## Problem description
Look through the data below and show every line that includes "letterSpacing".

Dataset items
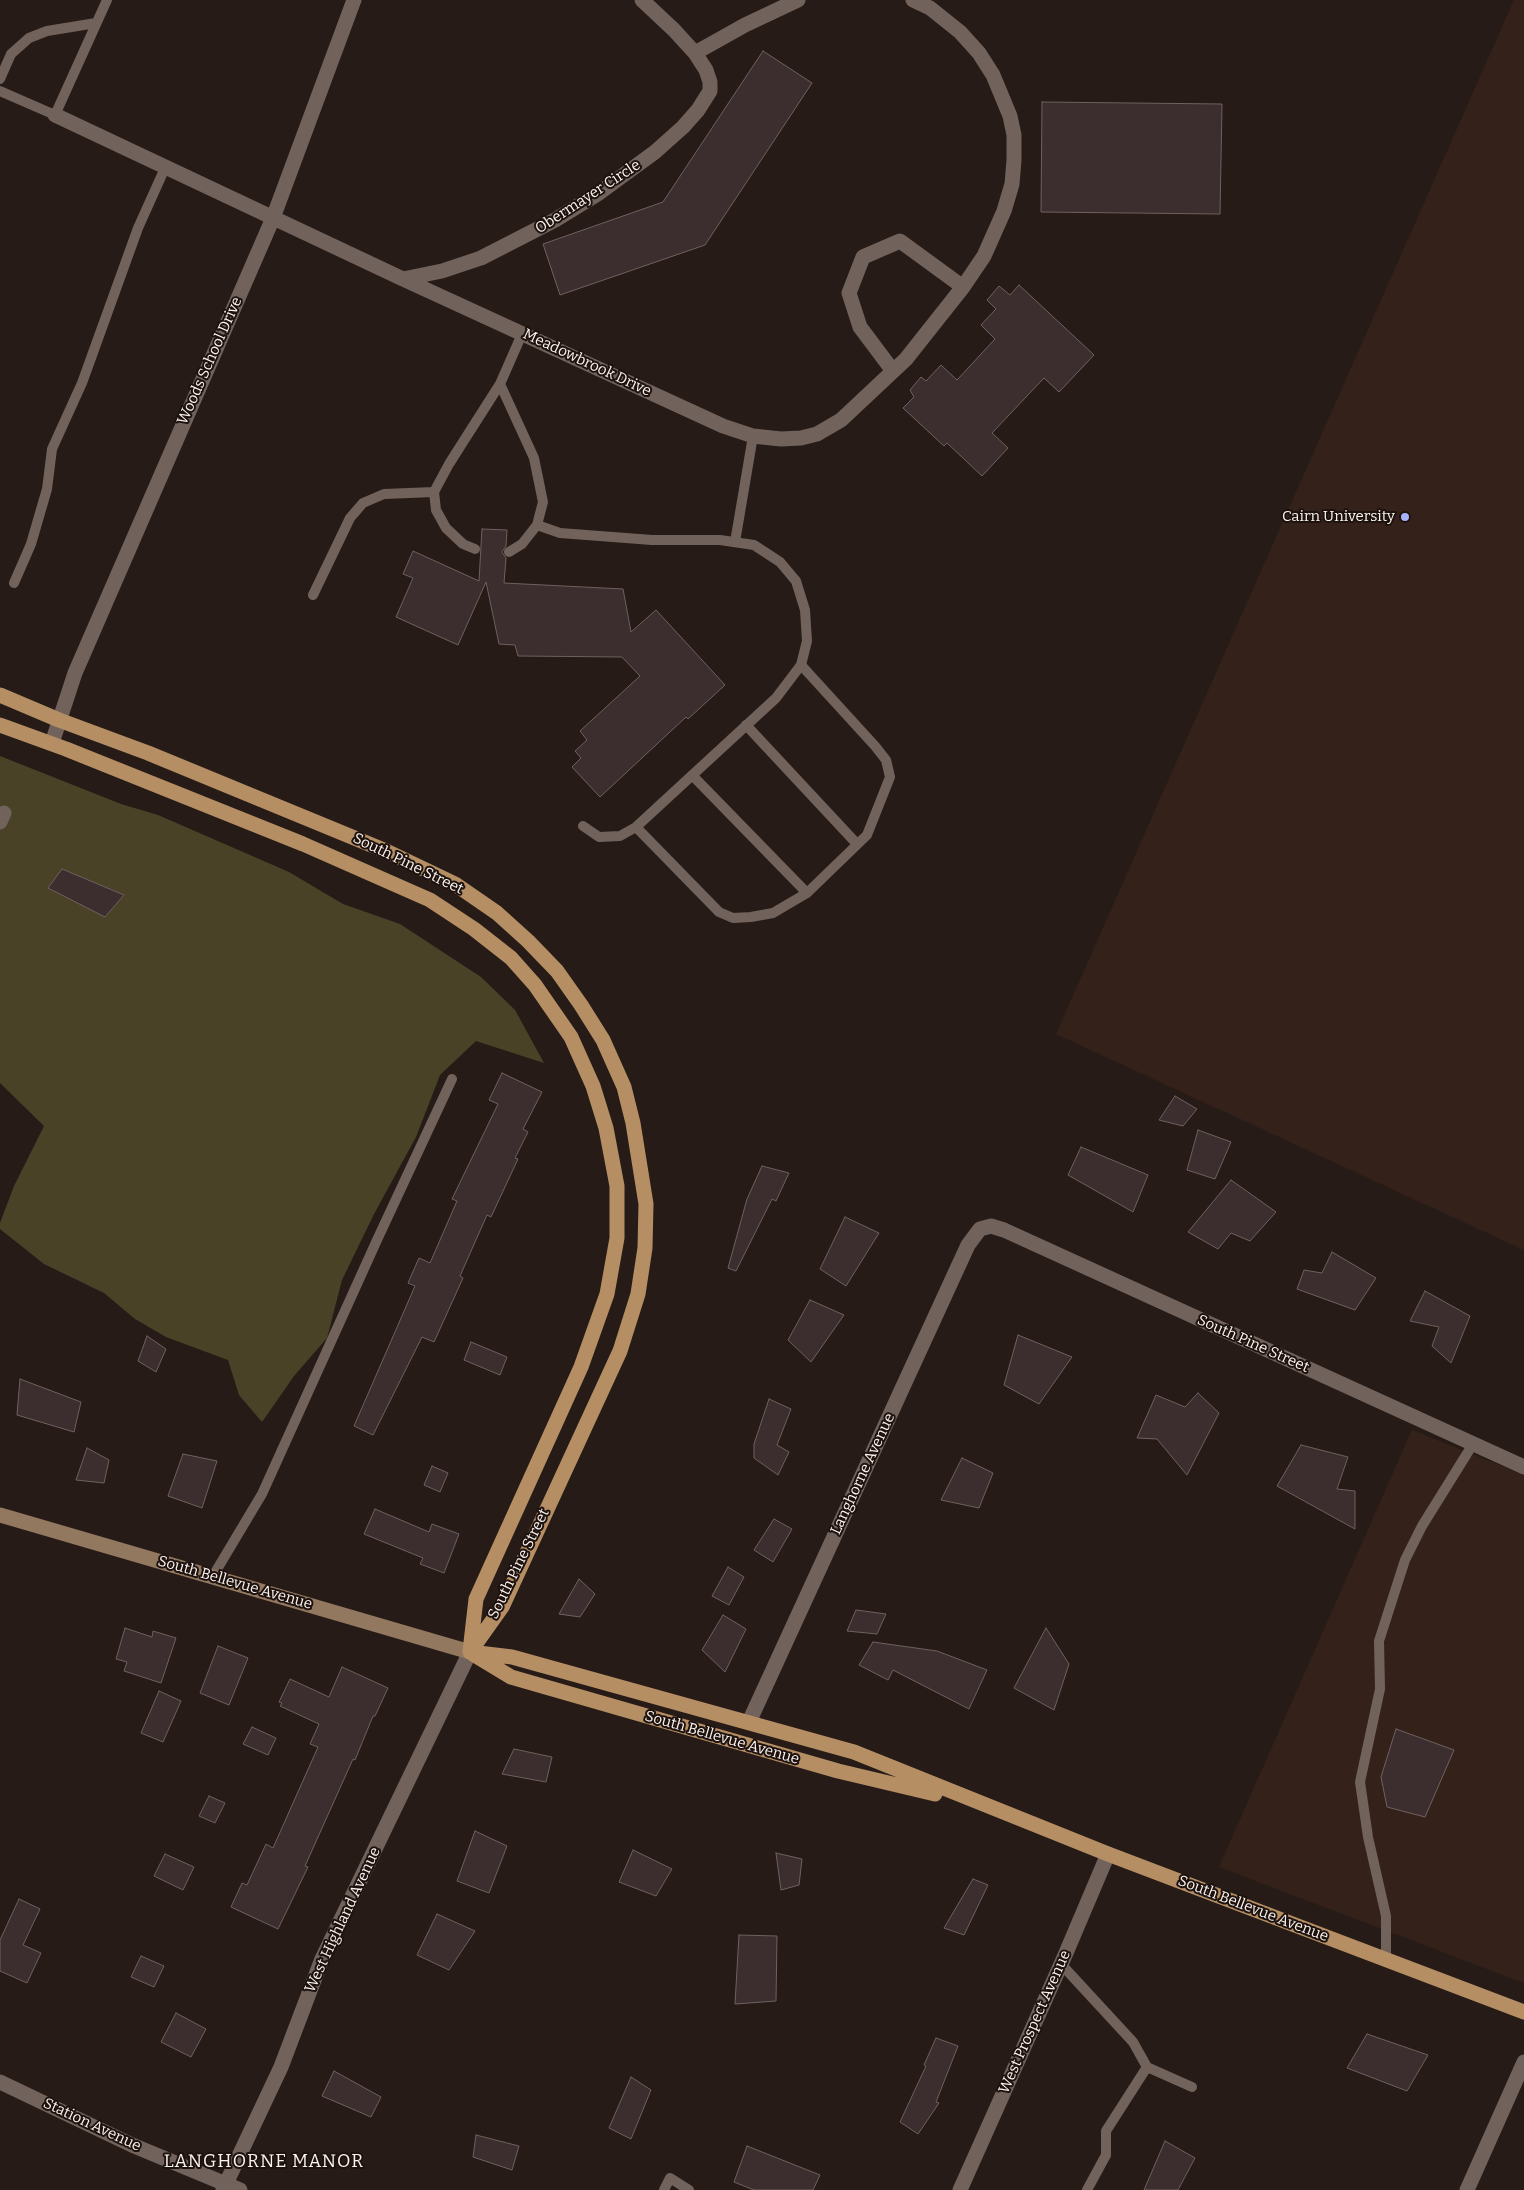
<!DOCTYPE html>
<style>
body{margin:0}
canvas{display:block;background:#261b16}
</style>
<canvas width="1524" height="2190"></canvas>
<script>
const g = document.querySelector('canvas').getContext('2d');
g.lineJoin = 'round';
function fillPath(path, color) { g.fillStyle = color; g.fill(path, 'evenodd'); }
const shape = rows => new Path2D(rows.map(r => 'M' + r).join(''));
function strokePath(path, color, width, dash) { g.strokeStyle = color; g.lineWidth = width; g.lineCap = dash ? 'butt' : 'round'; g.setLineDash(dash || []); g.stroke(path); }
function drawText(font, color, halo, rows, align = 'center') {
  g.font = font + ' Bitter,serif'; g.lineWidth = 4; g.setLineDash([]); g.textBaseline = 'middle'; g.strokeStyle = halo; g.fillStyle = color; for (const [text, x, y, turn = 0] of rows) {
    g.save(); g.translate(x, y); g.rotate((+turn || 0) * Math.PI / 180); g.textAlign = isNaN(turn) ? turn : align; if (halo) g.strokeText(text, 0, 0); g.fillText(text, 0, 0); g.restore();
  }
}
const built = shape([
 [1514,0,1524,0,1524,1250,1056,1034],
 [1412,1430,1524,1475,1524,1983,1219,1867]
]);
const green = shape([
 [0,756,121,804,158,815,289,872,343,904,400,924,481,977,515,1010,544,1063,476,1041,440,1075,416,1137,374,1214,342,1280,327,1338,294,1376,262,1422,239,1395,228,1360,166,1337,135,1319,104,1293,44,1264,0,1229,0,1223,14,1186,44,1126,0,1083]
]);
const building = shape([
 [763,51,812,83,705,245,560,295,543,244,663,202,763,51],
 [1042,102,1222,104,1220,214,1041,212,1042,102],
 [1019,285,1094,355,1059,392,1044,378,992,433,1008,448,982,476,947,443,944,446,903,408,914,397,910,390,921,377,926,381,941,365,957,380,995,339,981,325,996,309,987,300,999,286,1010,295,1019,285],
 [482,529,507,530,506,546,502,552,506,558,504,583,623,589,631,632,656,610,725,685,688,719,686,717,600,797,572,767,581,758,575,751,587,740,580,731,640,676,622,657,518,656,515,645,499,644,486,582,458,645,396,617,413,578,403,574,413,551,479,581,482,529],
 [62,869,124,895,105,917,48,888,62,869],
 [502,1073,542,1092,523,1129,528,1132,515,1158,518,1159,491,1217,487,1215,460,1276,463,1278,434,1342,422,1337,373,1435,354,1426,415,1286,408,1283,419,1258,430,1263,457,1201,452,1199,498,1104,489,1100,502,1073],
 [1175,1096,1197,1109,1183,1126,1159,1120,1175,1096],
 [1198,1130,1231,1142,1215,1179,1187,1170,1198,1130],
 [1081,1147,1148,1175,1133,1212,1068,1175,1081,1147],
 [762,1166,789,1173,776,1201,772,1199,736,1271,728,1268,747,1199,762,1166],
 [1231,1180,1276,1212,1250,1241,1231,1233,1218,1249,1188,1232,1231,1180],
 [845,1217,879,1233,846,1286,820,1269,845,1217],
 [1332,1252,1376,1278,1355,1310,1297,1289,1304,1270,1322,1273,1332,1252],
 [1425,1291,1470,1316,1451,1363,1432,1346,1439,1327,1410,1321,1425,1291],
 [810,1300,844,1315,811,1362,788,1340,810,1300],
 [1018,1335,1072,1357,1039,1404,1004,1385,1018,1335],
 [147,1336,166,1349,156,1372,138,1361,147,1336],
 [471,1342,507,1357,500,1375,464,1360,471,1342],
 [20,1379,81,1402,74,1432,17,1415,20,1379],
 [1198,1393,1219,1413,1187,1475,1157,1439,1137,1438,1156,1395,1185,1407,1198,1393],
 [769,1399,791,1409,777,1445,789,1452,778,1475,754,1458,754,1444,769,1399],
 [1301,1445,1348,1457,1337,1489,1355,1491,1355,1529,1277,1486,1301,1445],
 [87,1448,109,1460,104,1483,76,1480,87,1448],
 [183,1454,217,1461,202,1508,168,1496,183,1454],
 [962,1458,993,1473,979,1508,941,1500,962,1458],
 [432,1466,448,1473,440,1492,424,1485,432,1466],
 [375,1509,429,1532,432,1524,459,1534,444,1573,420,1564,423,1558,364,1534,375,1509],
 [774,1519,792,1529,773,1562,754,1550,774,1519],
 [728,1567,744,1577,729,1605,712,1596,728,1567],
 [579,1579,595,1594,580,1617,559,1614,579,1579],
 [856,1610,886,1614,877,1634,847,1631,856,1610],
 [723,1615,746,1629,725,1672,702,1650,723,1615],
 [125,1628,152,1637,153,1631,176,1638,161,1683,124,1671,127,1662,116,1659,125,1628],
 [1046,1628,1069,1664,1054,1710,1014,1688,1046,1628],
 [873,1642,937,1651,987,1670,969,1709,893,1670,888,1680,859,1665,873,1642],
 [218,1646,248,1658,229,1705,200,1693,218,1646],
 [342,1667,388,1688,375,1716,373,1716,355,1760,353,1759,305,1866,308,1867,278,1929,231,1907,242,1883,247,1885,266,1844,273,1848,318,1747,310,1744,319,1724,280,1706,282,1703,279,1702,290,1679,329,1697,342,1667],
 [159,1691,181,1701,163,1742,141,1733,159,1691],
 [252,1727,276,1738,268,1755,243,1744,252,1727],
 [1396,1729,1454,1750,1425,1817,1387,1807,1381,1777,1396,1729],
 [514,1749,552,1757,546,1782,502,1774,514,1749],
 [209,1796,225,1803,215,1823,199,1816,209,1796],
 [475,1831,507,1846,489,1893,457,1881,475,1831],
 [633,1850,672,1869,656,1896,619,1882,633,1850],
 [776,1853,802,1859,799,1885,781,1890,776,1853],
 [165,1854,194,1867,183,1890,154,1876,165,1854],
 [973,1879,988,1885,964,1935,944,1928,973,1879],
 [19,1899,40,1909,23,1945,41,1953,27,1983,0,1971,0,1940,19,1899],
 [437,1914,475,1931,449,1970,417,1955,437,1914],
 [739,1935,777,1936,776,2001,735,2004,739,1935],
 [141,1956,164,1966,154,1987,131,1977,141,1956],
 [176,2013,206,2029,191,2057,161,2042,176,2013],
 [1367,2034,1428,2055,1407,2091,1347,2068,1367,2034],
 [936,2038,958,2046,936,2102,939,2103,918,2134,900,2122,926,2066,924,2065,936,2038],
 [334,2071,381,2097,371,2117,322,2096,334,2071],
 [631,2077,651,2090,631,2139,609,2128,631,2077],
 [476,2135,519,2146,512,2170,473,2157,476,2135],
 [1165,2141,1195,2158,1178,2190,1144,2190,1165,2141],
 [747,2146,820,2175,813,2190,754,2190,734,2182,747,2146]
]);
const lane = shape([
 [0,79,11,54,29,38,47,31,96,23],
 [0,91,55,115,107,0],
 [522,334,500,384,534,458,543,502,537,525,560,533,652,540,720,540,754,545,780,562,796,581,805,610,807,641,801,665,776,698,636,827,620,836,599,837,583,826],
 [735,542,753,436],
 [475,549,463,544,446,528,436,510,434,492,449,464,500,384],
 [509,552,522,544,537,525],
 [14,583,31,544,47,489,52,449,82,383,138,228,165,168],
 [313,595,350,518,363,503,384,494,434,492],
 [746,725,857,844],
 [692,775,807,893],
 [636,827,719,912,733,918,751,917,773,913,807,893,867,835,890,777,886,760,875,746,801,665],
 [213,1576,262,1494,377,1240,452,1079],
 [1386,1959,1386,1916,1368,1837,1360,1782,1380,1689,1379,1641,1405,1560,1422,1526,1473,1444],
 [1061,1964,1133,2042,1147,2067,1106,2131,1106,2155,1087,2190],
 [1147,2067,1192,2087],
 [664,2190,670,2178,689,2190]
]);
const street = shape([
 [695,53,745,25,798,0],
 [55,115,403,279,723,426,753,436,781,439,801,438,817,434,841,420,906,359,963,287],
 [403,279,442,271,481,258,555,220,599,193,655,152,683,127,698,110,710,91,710,82,706,70,695,53,674,30,642,0],
 [893,371,860,327,849,293,863,257,900,241,963,287,984,256,1004,211,1012,184,1014,160,1014,135,1010,116,993,75,979,53,960,32,930,8,913,0],
 [52,743,75,673,273,218,354,0],
 [0,822,4,813],
 [749,1722,968,1245,980,1229,991,1226,1004,1230,1524,1467],
 [0,2082,132,2145,240,2190],
 [223,2190,281,2067,322,1959,470,1652],
 [960,2190,1066,1953,1108,1854],
 [1467,2190,1524,2062]
]);
const secondary = shape([
 [0,1515,470,1652]
]);
const primary = shape([
 [0,695,59,720,148,753,386,851,455,884,497,913,528,941,557,971,581,1005,603,1040,624,1087,633,1123,646,1204,645,1248,638,1294,620,1351,502,1607,470,1652],
 [0,725,66,749,303,844,430,900,474,929,511,958,535,985,571,1037,593,1086,606,1128,617,1186,617,1238,607,1294,581,1367,476,1599,470,1651],
 [470,1652,512,1657,854,1752,1108,1854,1524,2012],
 [473,1654,511,1677,838,1771,935,1794]
]);
const markers = [
 [1405,517,5,"#a7b1fc"]
];
const streetNames = [
 ["Obermayer Circle",588,197,-33],
 ["Woods School Drive",210,361,-66],
 ["Meadowbrook Drive",587,363,25],
 ["South Pine Street",408,864,26],
 ["South Pine Street",1253,1344,24],
 ["Langhorne Avenue",863,1474,-65],
 ["South Pine Street",519,1564,-64],
 ["South Bellevue Avenue",235,1583,16],
 ["South Bellevue Avenue",722,1738,16],
 ["South Bellevue Avenue",1253,1909,21],
 ["West Highland Avenue",343,1920,-65],
 ["West Prospect Avenue",1035,2022,-66],
 ["Station Avenue",92,2125,25]
];
const poiNames = [
 ["Cairn University",1395,517]
];
const quarterNames = [
 ["LANGHORNE MANOR",264,2162]
];
fillPath(built, '#34221a');
fillPath(green, '#4a4227');
fillPath(building, '#3c2e2e');
strokePath(building, '#70605f', 1);
strokePath(lane, '#71625c', 10);
strokePath(street, '#71625c', 15);
strokePath(secondary, '#937860', 15);
strokePath(primary, '#b58e64', 15);
for (const [x, y, r, color] of markers) { const dot = new Path2D(); dot.arc(x, y, r, 0, 2 * Math.PI); g.fillStyle = color; g.fill(dot); strokePath(dot, '#1d120d', 2); }
drawText('15px', '#fbf3ef', '#1d120d', streetNames);
drawText('15px', '#fbf3ef', '#1d120d', poiNames, 'right');
g.letterSpacing = '1px';
drawText('18px', '#fbf3ef', '#1d120d', quarterNames);
g.letterSpacing = '0px';
</script>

## Solution for this problem
g.letterSpacing = '1px';
g.letterSpacing = '0px';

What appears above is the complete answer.